На сегодняшний день имеется длинный список потенциальных кандидатов на роль функций сознания. Среди них: возникновение внутренне мотивирующих состояний; совершенствование социального сотрудничества; стратегия улучшения внутреннего отбора и распределения ресурсов в мозгу, который стал слишком сложен для саморегуляции; модификация и взаимодействие иерархии целей и долговременного планирования; извлечение эпизодов из долговременной памяти; конструирование пригодных для хранения репрезентаций; гибкость и точность контроля поведения; понимание психических состояний сородичей и предсказание их поведения в социальных взаимодействиях; решение конфликтов и предотвращение проблем, которые могут возникнуть из-за негибких процессов обработки информации; создание плотного интегрированного образа реальности как целого; установление глобального контекста, пошаговое обучение и так далее. Трудно поверить, что сознание не исполняет хотя бы какую-то из этих функций. Для примера рассмотрим одну из них.

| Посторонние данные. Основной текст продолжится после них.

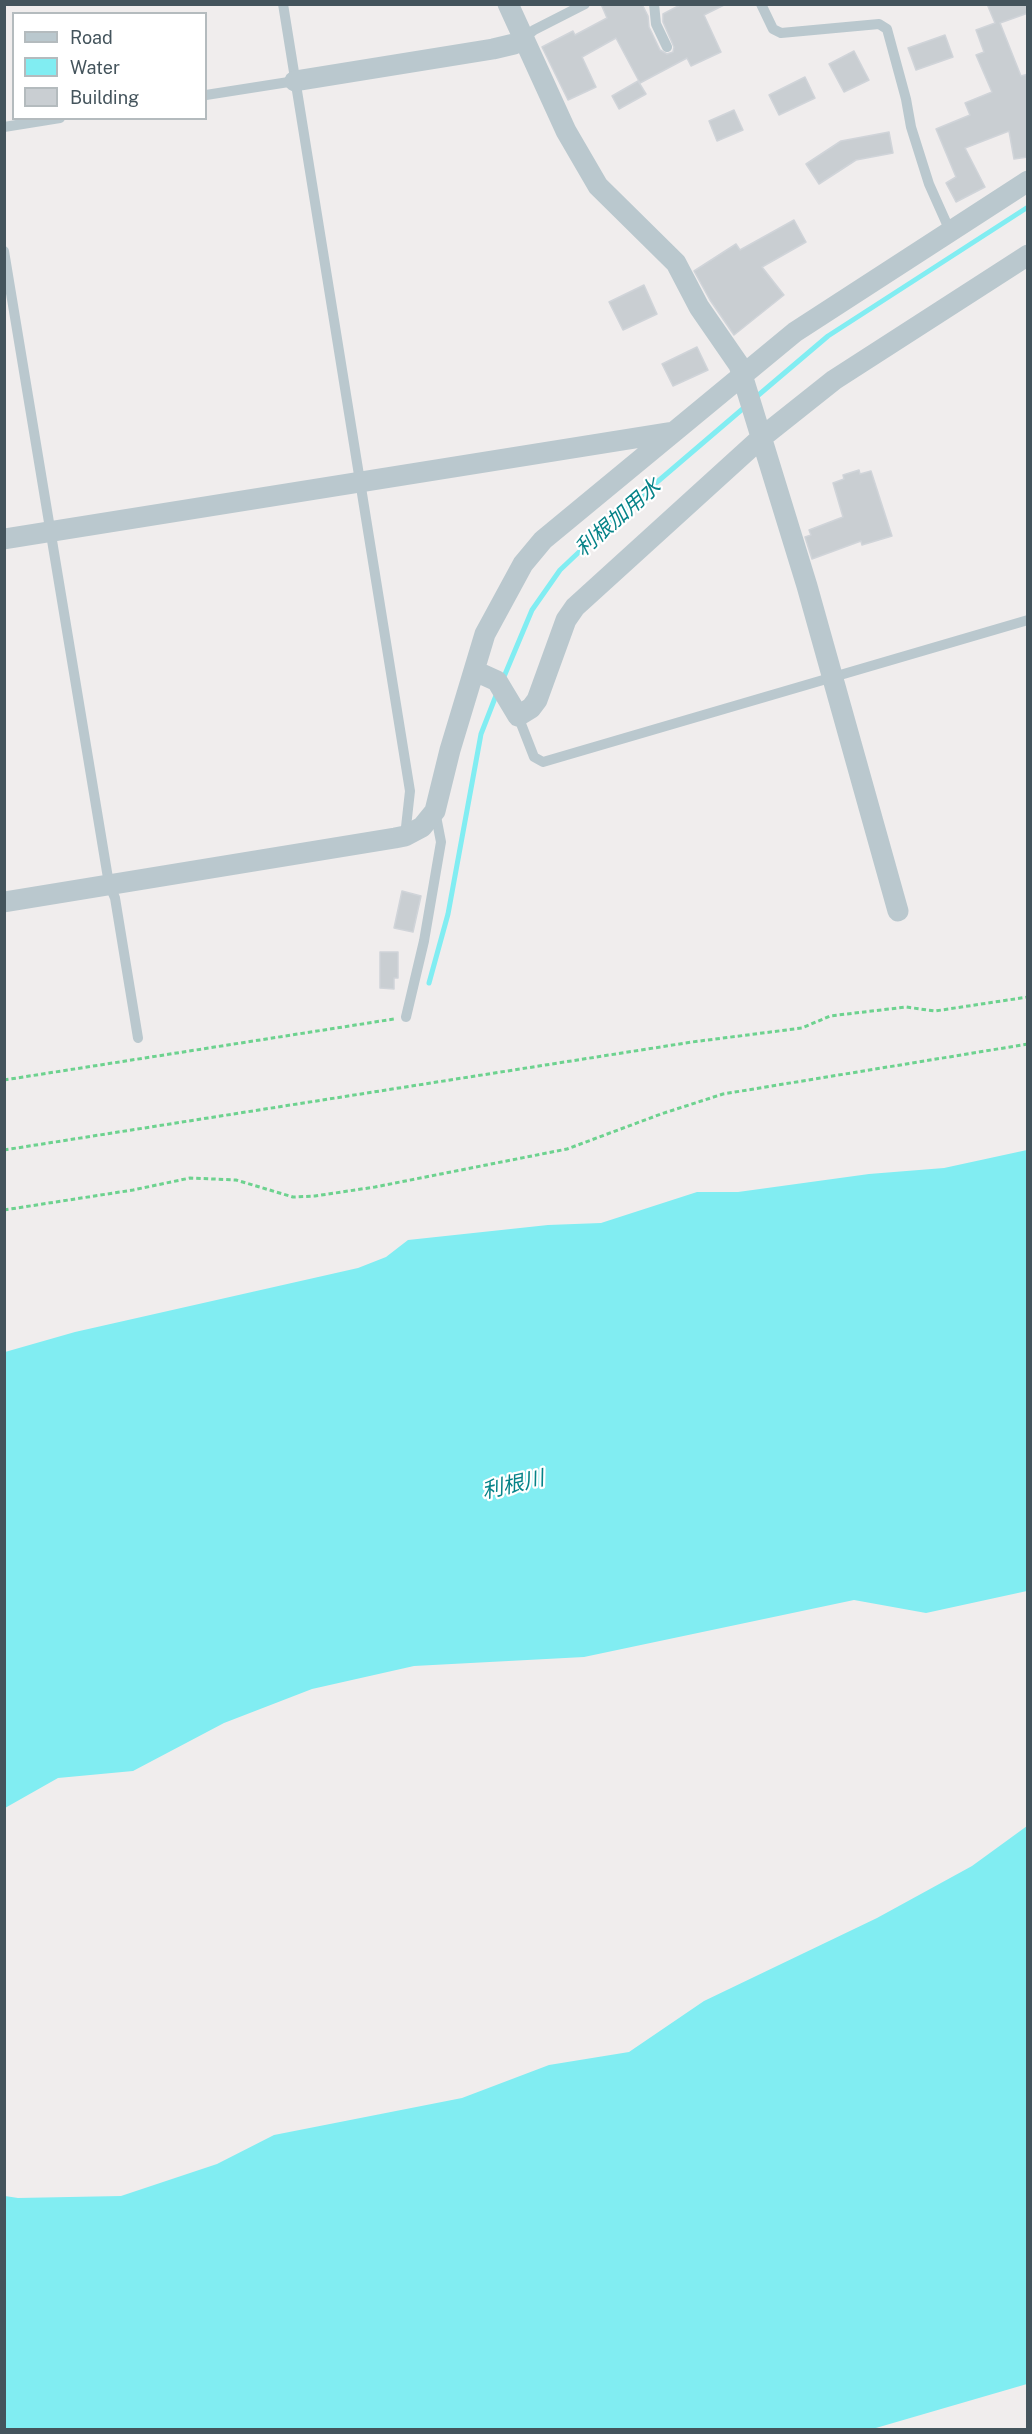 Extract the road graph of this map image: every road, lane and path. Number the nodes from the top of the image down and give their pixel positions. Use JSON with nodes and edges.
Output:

Ученые, занимающиеся сознанием, согласны в том, что одна из основных функций сознательного опыта состоит в обеспечении «глобального доступа» организма к информации. Метафора Бернарда Баарса о «рабочем пространстве» имеет и функциональный аспект: проще говоря, эта теория утверждает, что осознаваемая информация – это то подмножество активной в мозгу информации, в отношении которой неясно, какая из ваших психических способностей потребуется для последующего доступа к ней. Понадобится ли вам фокусировка внимания? Или придется сформулировать для нее понятие, обдумать ее и сообщить другим людям? Понадобится ли вам гибкая поведенческая реакция – избранная после сравнения с альтернативными реакциями? Или вам нужно будет связать эту информацию с эпизодической памятью – возможно, для того, чтобы сравнить с виденным или услышанным прежде? Итак, мысль Баарса состоит, кроме всего прочего, в том, что нечто осознается только тогда, когда неизвестно, какой к нему приложить инструмент из вашего психического набора.
Обратите внимание: впервые обучаясь сложному действию – завязывать шнурки или ездить на велосипеде, – вы всегда упражняетесь осознанно. Это требует внимания и отнимает много ресурсов. Однако, как только вы овладели завязыванием шнурков или ездой на велосипеде, процесс обучения забывается – настолько, что вам трудно будет обучать этому искусству своих детей. Он быстро уходит ниже порога осознания и выполняется автоматически – быстро и эффективно. Но стоит системе столкнуться с новым контекстом или стимулом, как глобальный рабочий механизм активируется и становится представленным в сознании. В этот самый момент вы и начинаете осознавать процесс.
Конечно, эту теорию следует уточнить, поскольку степени доступности сознанию отличаются. Есть вещи – такие как невыразимый оттенок зеленого № 25, – которые доступны, скажем, вниманию, но не памяти и не понятийному мышлению. Другие вещи доступны избирательному контролю моторики, но доступ происходит так быстро, что минует ваше внимание. Если бы спринтер на стометровке дожидался, пока осознанно услышит выстрел стартового пистолета, забег был бы проигран заранее: к счастью, его тело слышит выстрел раньше него. Есть разные степени сознательного опыта. И чем пристальнее вглядывается в него наука, тем расплывчатее становятся границы между сознательным и бессознательным. Однако общая идея глобальной доступности позволяет убедительно рассуждать об эволюции сознания. А вот что бы я добавил в этот сюжет: сознание есть орган нового типа.